In a new book, Laura Browder, Ph.D.’94, shines the spotlight on four dozen female veterans of contemporary warfare

Colonel Jenny Holbert, U.S. Marine Corps, Retired.
Colonel Jenny Holbert, U.S. Marine Corps, Retired.

Sgt. Katharine Broome, Virginia Army National Guard, a college dropout in a dead-end job, had decided that a higher education might not be such a bad idea when a military recruiter who worked in the same strip mall showed her how to get one.

Sgt. Major Andrea Farmer, U.S. Army, had a “godbrother” who served in the military during the Vietnam era and was full of exciting and sometimes funny stories about army life.

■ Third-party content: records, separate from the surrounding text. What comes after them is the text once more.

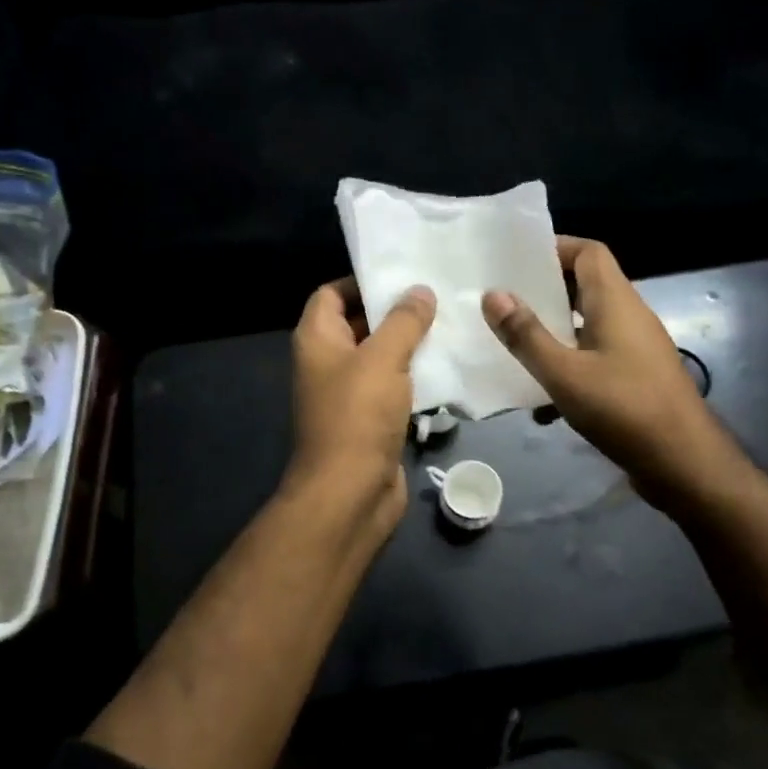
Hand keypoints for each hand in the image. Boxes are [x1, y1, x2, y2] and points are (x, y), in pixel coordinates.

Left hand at [285, 278, 436, 540]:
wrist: (350, 493)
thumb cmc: (358, 416)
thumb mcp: (383, 358)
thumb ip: (403, 321)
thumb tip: (419, 291)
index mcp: (317, 339)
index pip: (331, 293)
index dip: (361, 281)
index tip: (402, 274)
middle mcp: (328, 362)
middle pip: (359, 323)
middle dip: (394, 310)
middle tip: (437, 295)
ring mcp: (348, 393)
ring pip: (380, 357)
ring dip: (409, 344)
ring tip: (450, 323)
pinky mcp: (370, 420)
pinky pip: (393, 387)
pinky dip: (414, 376)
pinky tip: (448, 365)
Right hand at [482, 237, 746, 515]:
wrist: (685, 464)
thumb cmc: (623, 409)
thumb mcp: (564, 373)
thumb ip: (526, 335)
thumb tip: (493, 294)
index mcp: (615, 302)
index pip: (589, 252)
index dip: (554, 247)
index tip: (516, 261)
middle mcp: (629, 317)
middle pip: (585, 287)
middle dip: (545, 294)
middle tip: (505, 304)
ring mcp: (636, 349)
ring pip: (588, 327)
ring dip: (554, 335)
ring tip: (515, 350)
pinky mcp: (637, 378)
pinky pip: (596, 359)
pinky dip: (570, 370)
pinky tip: (543, 405)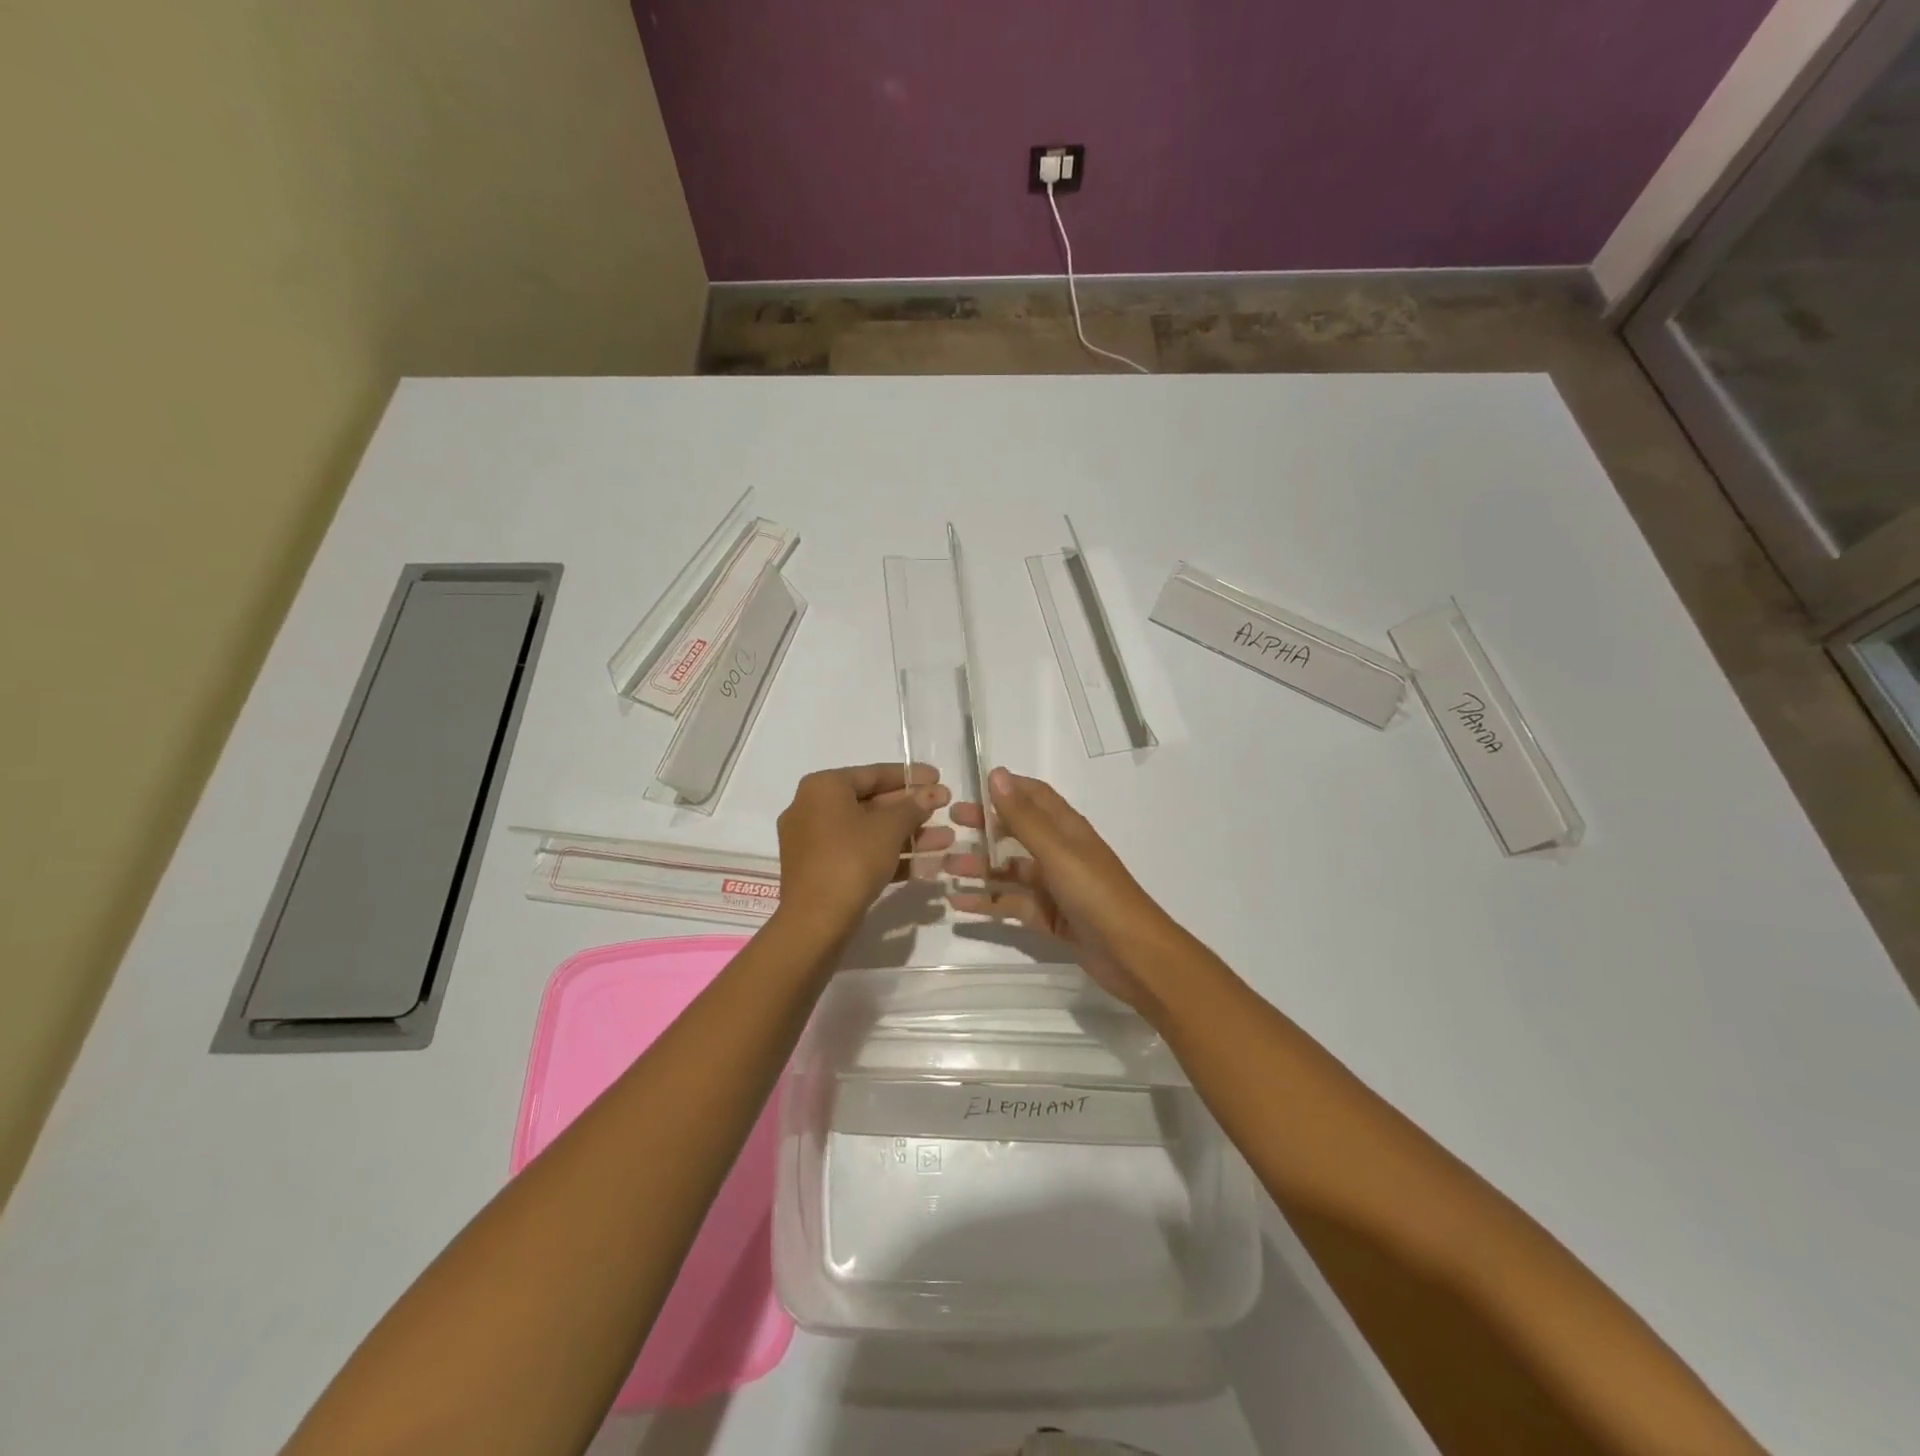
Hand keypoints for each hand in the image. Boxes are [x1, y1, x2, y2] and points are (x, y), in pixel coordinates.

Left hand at [775, 763, 951, 943]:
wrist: (814, 922)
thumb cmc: (851, 860)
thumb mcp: (888, 829)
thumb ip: (913, 806)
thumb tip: (934, 793)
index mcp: (823, 788)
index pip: (873, 774)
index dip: (910, 776)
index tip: (939, 778)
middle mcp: (812, 808)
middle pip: (871, 803)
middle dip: (912, 809)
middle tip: (945, 809)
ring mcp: (814, 842)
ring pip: (869, 832)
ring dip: (907, 835)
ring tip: (946, 840)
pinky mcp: (821, 870)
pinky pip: (860, 853)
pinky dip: (889, 855)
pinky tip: (925, 864)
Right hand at [947, 768, 1183, 1009]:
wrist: (1133, 955)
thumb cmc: (1096, 893)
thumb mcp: (1057, 851)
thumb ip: (1023, 817)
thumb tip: (996, 774)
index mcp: (1067, 829)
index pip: (1034, 796)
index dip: (1006, 788)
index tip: (969, 787)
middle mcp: (1060, 852)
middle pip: (1017, 832)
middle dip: (984, 827)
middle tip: (947, 827)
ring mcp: (1054, 886)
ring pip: (1010, 870)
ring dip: (979, 867)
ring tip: (944, 868)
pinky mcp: (1049, 917)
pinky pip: (1012, 904)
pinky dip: (987, 901)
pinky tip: (958, 903)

Sgt. Jocelyn Proano, U.S. Marine Crops, had been expelled from high school for fighting when she heard about an army youth challenge program that combined boot camp–style training with preparation for the GED.

Each found her future in fatigues, according to Laura Browder, Ph.D.’94, professor of English at Virginia Commonwealth University and author of “When Janey Comes Marching Home: Portraits of Women Combat Veterans.” Browder, who previously wrote “Her Best Shot: Women and Guns in America,” was inspired by the burgeoning involvement of women in contemporary combat.

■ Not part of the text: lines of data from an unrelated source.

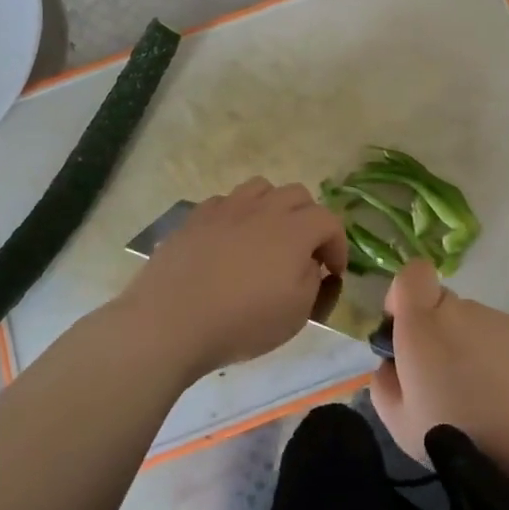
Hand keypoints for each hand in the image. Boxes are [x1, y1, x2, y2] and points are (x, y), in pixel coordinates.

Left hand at [118, 178, 346, 376]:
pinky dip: (238, 215)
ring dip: (273, 207)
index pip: (329, 220)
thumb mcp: (296, 313)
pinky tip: (230, 240)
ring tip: (267, 236)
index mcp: (294, 231)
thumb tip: (309, 262)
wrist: (170, 321)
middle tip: (304, 251)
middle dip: (309, 219)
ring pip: (261, 188)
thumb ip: (312, 279)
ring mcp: (226, 208)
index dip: (338, 245)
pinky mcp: (196, 217)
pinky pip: (226, 202)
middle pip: (298, 195)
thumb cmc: (241, 322)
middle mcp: (263, 209)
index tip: (333, 272)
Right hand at [370, 261, 508, 479]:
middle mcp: (461, 310)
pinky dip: (495, 359)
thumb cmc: (460, 431)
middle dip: (434, 331)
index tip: (402, 330)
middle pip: (441, 303)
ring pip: (471, 323)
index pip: (412, 274)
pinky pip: (499, 339)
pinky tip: (504, 398)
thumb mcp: (399, 423)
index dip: (403, 295)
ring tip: (477, 396)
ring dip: (466, 347)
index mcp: (423, 323)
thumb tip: (390, 364)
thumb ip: (384, 383)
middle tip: (438, 378)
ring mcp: (499, 320)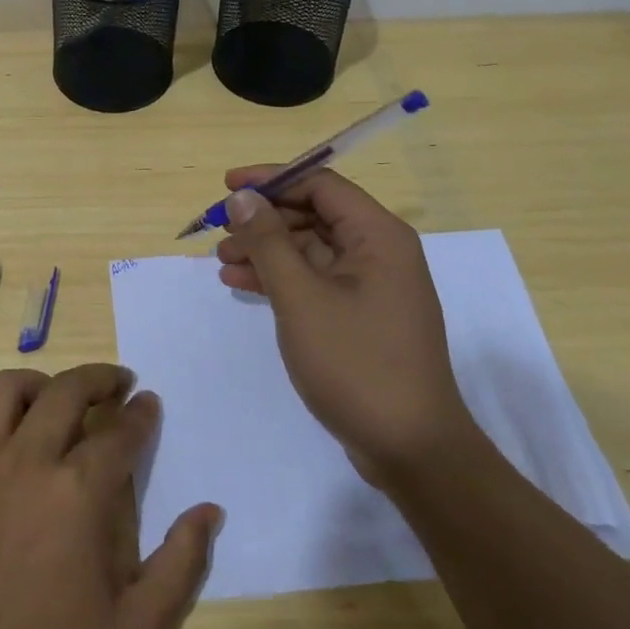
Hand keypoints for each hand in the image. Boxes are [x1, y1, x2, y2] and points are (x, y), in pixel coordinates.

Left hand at [0, 364, 221, 628]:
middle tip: (119, 383)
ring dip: (42, 382)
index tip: (149, 403)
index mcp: (76, 494)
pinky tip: (14, 435)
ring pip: (8, 388)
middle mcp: (26, 462)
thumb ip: (181, 565)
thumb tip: (210, 511)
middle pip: (66, 391)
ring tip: (61, 397)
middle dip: (100, 378)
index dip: (140, 415)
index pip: (118, 433)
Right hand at [215, 167, 471, 483]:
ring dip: (266, 250)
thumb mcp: (301, 296)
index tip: (227, 186)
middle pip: (313, 214)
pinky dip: (280, 278)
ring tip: (222, 261)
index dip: (271, 179)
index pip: (319, 184)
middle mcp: (379, 251)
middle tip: (219, 230)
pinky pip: (315, 279)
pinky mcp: (361, 315)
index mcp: (378, 235)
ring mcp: (372, 285)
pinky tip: (242, 284)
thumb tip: (242, 196)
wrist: (410, 449)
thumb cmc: (356, 362)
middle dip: (264, 219)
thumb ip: (268, 241)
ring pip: (310, 248)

The volume, released in March by the University of North Carolina Press, combines 48 color portraits by photographer Sascha Pflaeging with Browder’s Q&A-format interviews on subjects that encompass the women’s sense of mission, motherhood, spirituality, and combat experiences, among others. What do you say to the toddler you are leaving behind? Why is the divorce rate for military women higher than that for military men? How do you handle the fact that the same Iraqis who are doing your laundry in the morning are mortaring your base at night? Where do you go to fix the nightmares and post-traumatic stress disorder?

The questions are not easy ones, and the answers are not formulaic. Despite the hard realities, the book is a beautiful one, carefully designed and produced. The portraits, each thoughtfully, deliberately posed by the woman it represents, seem to open windows into their souls, and, in combination with the women’s candid and revealing words, create an inspirational publication.